The point I seek to make is best illustrated by the example of the Vietnamese revolutionaries at the height of the Vietnam War: there were US kids demonstrating on American campuses with the photograph of Ho Chi Minh, and Jane Fonda visited Hanoi. While the image of Che is ubiquitous among western youth, there weren’t and won’t be demonstrations in which they wield photos of Osama Bin Laden. Sri Lanka and the US are not at war in any sense, and yet, tellingly, Ho Chi Minh and the Vietnamese Communists had a more sympathetic American audience!

Another lesson that Fidel teaches is never to lose world public opinion. Today world opinion is solidly with Barack Obama. Sri Lanka is hardly competition, will not become more so by being crudely confrontational—and its profile is manifestly not one of a valiant David to Obama’s Goliath.

The discussion above pertains strictly to society, political formations and the intelligentsia, not the state. I am certainly not recommending that the foreign policy of the Sri Lankan State be identical to or imitate Cuba and Castro’s policy towards the USA. We have neither Cuba’s "soft power" nor anyone else’s "hard power" to play hardball with Washington DC. That’s a no-brainer. In Geneva, while the US was not a member of the UN HRC (nor were we after we lost the election in New York in 2008), it was definitely a highly influential player and we never stopped our frank and open dialogue. At the most tense of times such as the Special Session on Sri Lanka, we kept our lines of communication open, engaging with their suggestions and concerns, and the US stayed benignly neutral or made constructive criticisms. They are full members now and will assert themselves far more stridently, including on Sri Lanka.

On the issue of Afghanistan, Sri Lanka cannot make the fairly oblique criticism that Cuba, which considers that war unwise, makes. We cannot defend our own recently won "war of necessity" (Obama’s phrase, originally Machiavelli’s idea) against Tiger terrorism, and criticize that of the US against Al Qaeda —responsible for the terrorist attacks of 9/11— and its host Taliban, without ourselves being illogical and intellectually inconsistent practitioners of double standards. For our part we must take our stand with Russia, China, India, Pakistan (and even Iran), which support the US campaign against Al Qaeda and the Taliban.

What we have is at best a chill and at worst a crisis in our relations with the USA, which is the result of a crisis of communication as well as policy. Unless we change tack on some policy issues we will be unable to head off mounting antagonism from what my old political science teacher at Peradeniya, Prof KH Jayasinghe used to call "the most powerful legislative body in the world", the US Senate. Two previous SLFP administrations handled the problem admirably, with Neville Kanakaratne and Lakshman Kadirgamar being (albeit at different levels) the respected, exemplary interlocutors with Washington DC, for Prime Minister Sirima Bandaranaike and President Kumaratunga.
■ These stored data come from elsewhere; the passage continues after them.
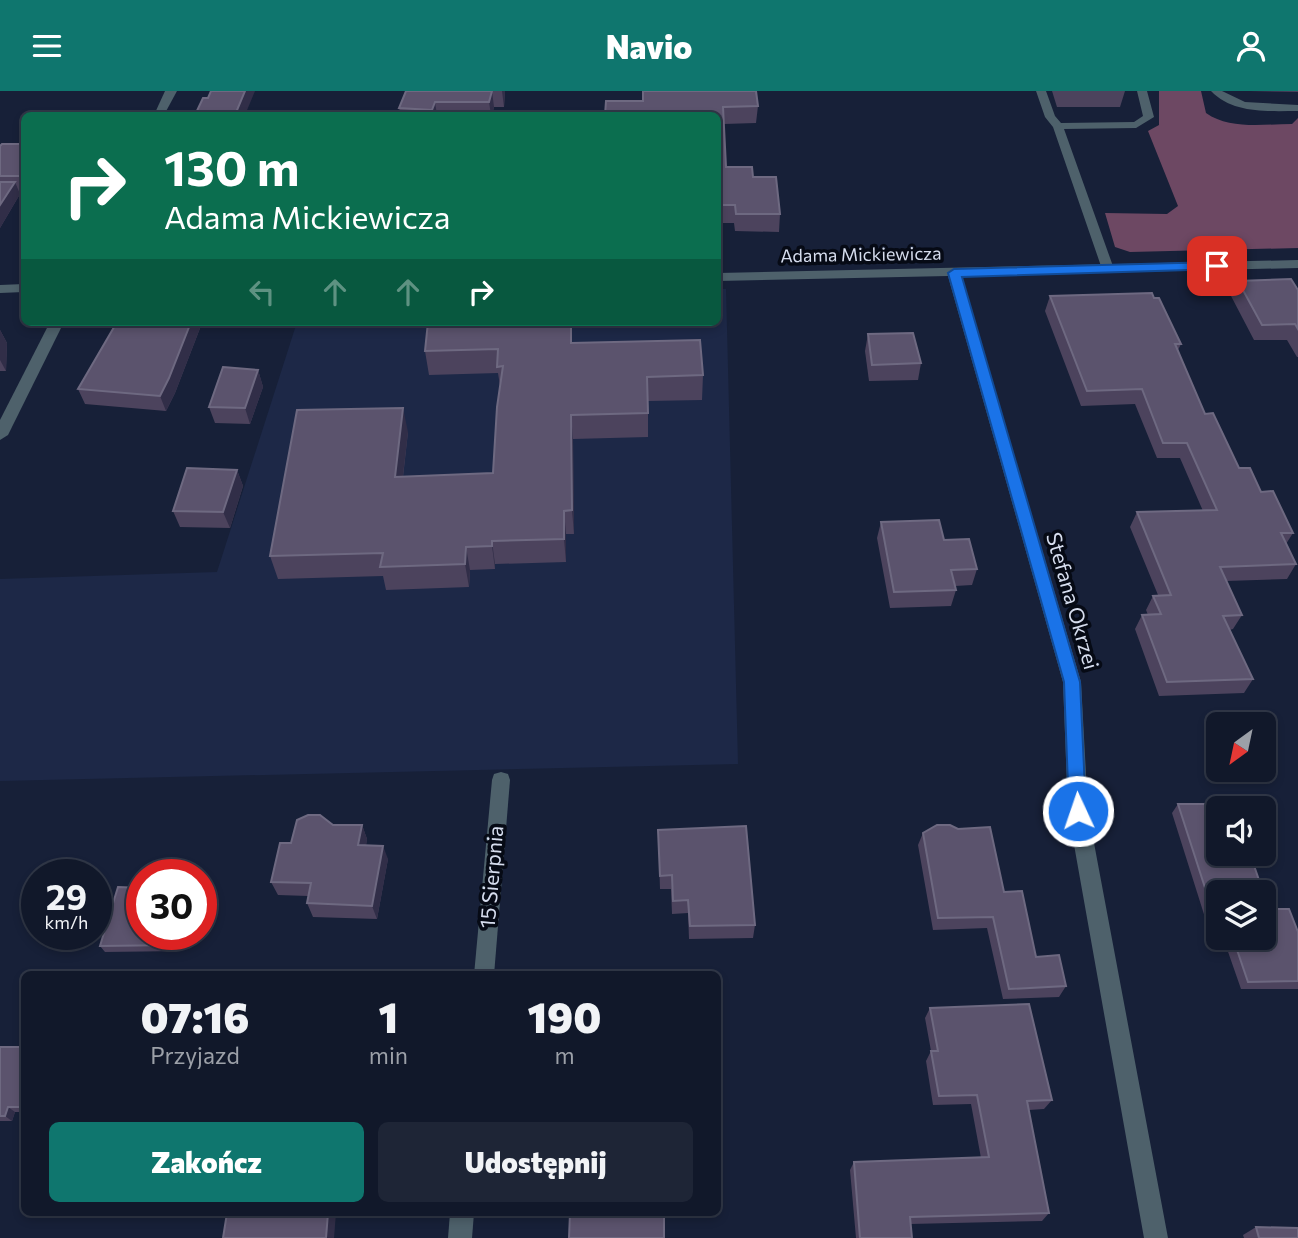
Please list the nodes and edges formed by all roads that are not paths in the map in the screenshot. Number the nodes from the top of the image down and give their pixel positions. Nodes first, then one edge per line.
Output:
1 (172, 91) edge
2 (1041, 91) edge
3 (1142, 91) edge
4 (1216, 91) edge
5 (1298, 108) edge
6 (161, 112) edge
7 (1058, 126) junction
8 (1298, 264) edge
9 (1108, 269) junction
10 (954, 273) junction
11 (721, 277) edge
12 (21, 288) edge
13 (0, 289) edge
14 (55, 326) edge
15 (0, 435) edge
16 (501, 780) dead end
17 (484, 971) edge
18 (462, 1216) edge
19 (460, 1238) edge
20 (1156, 1238) edge

1 - 6 street
2 - 7 lane
3 - 7 lane
4 - 5 lane
7 - 9 lane
8 - 9 street, Adama Mickiewicza
9 - 10 street, Adama Mickiewicza
10 - 11 street, Adama Mickiewicza
10 - 20 street, Stefana Okrzei
12 - 13 street
14 - 15 street
16 - 17 street, 15 Sierpnia
18 - 19 street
The profile of the Obama administration shows the highest concentration for decades, of top officials who graduated with top honors from the best US universities. One member of our current cabinet was a fellow Rhodes Scholar at Oxford with Bill Clinton – Prof GL Pieris. There is an obvious official role he could play. Today much is "lost in translation". Vulgar anti-American, anti-Obama demagoguery only alienates the State Department, the White House, the NSC and both Clinton and Obama Democrats, just when we have hostility on the Hill. This crude discourse, violating all codes of civility, damages the possibilities for any sympathetic US audience or supportive constituency for Sri Lanka while providing one on a platter for the sophisticated pro-Tiger Diaspora.

It also risks eroding our military’s relations with the US and the benefits, material, professional and strategic, we reap from those ties. Betting on a one term incumbency (as a JHU minister warned Obama of!), a Republican resurgence, Pentagon support and influential "third country" lobbyists, just won’t cut it. What we need to do is take a step back from the brink, make an across the board review, and "press the re-set button".

One thing I have some modest acquaintance of is constructing the broadest possible united front in successful defense of Sri Lanka in an international arena. On the basis of that experience, I can reliably say that while matters may have been different in the bad old days of Bush, our friends will not support us beyond a point if we are on an adventurist collision course with the US under Obama.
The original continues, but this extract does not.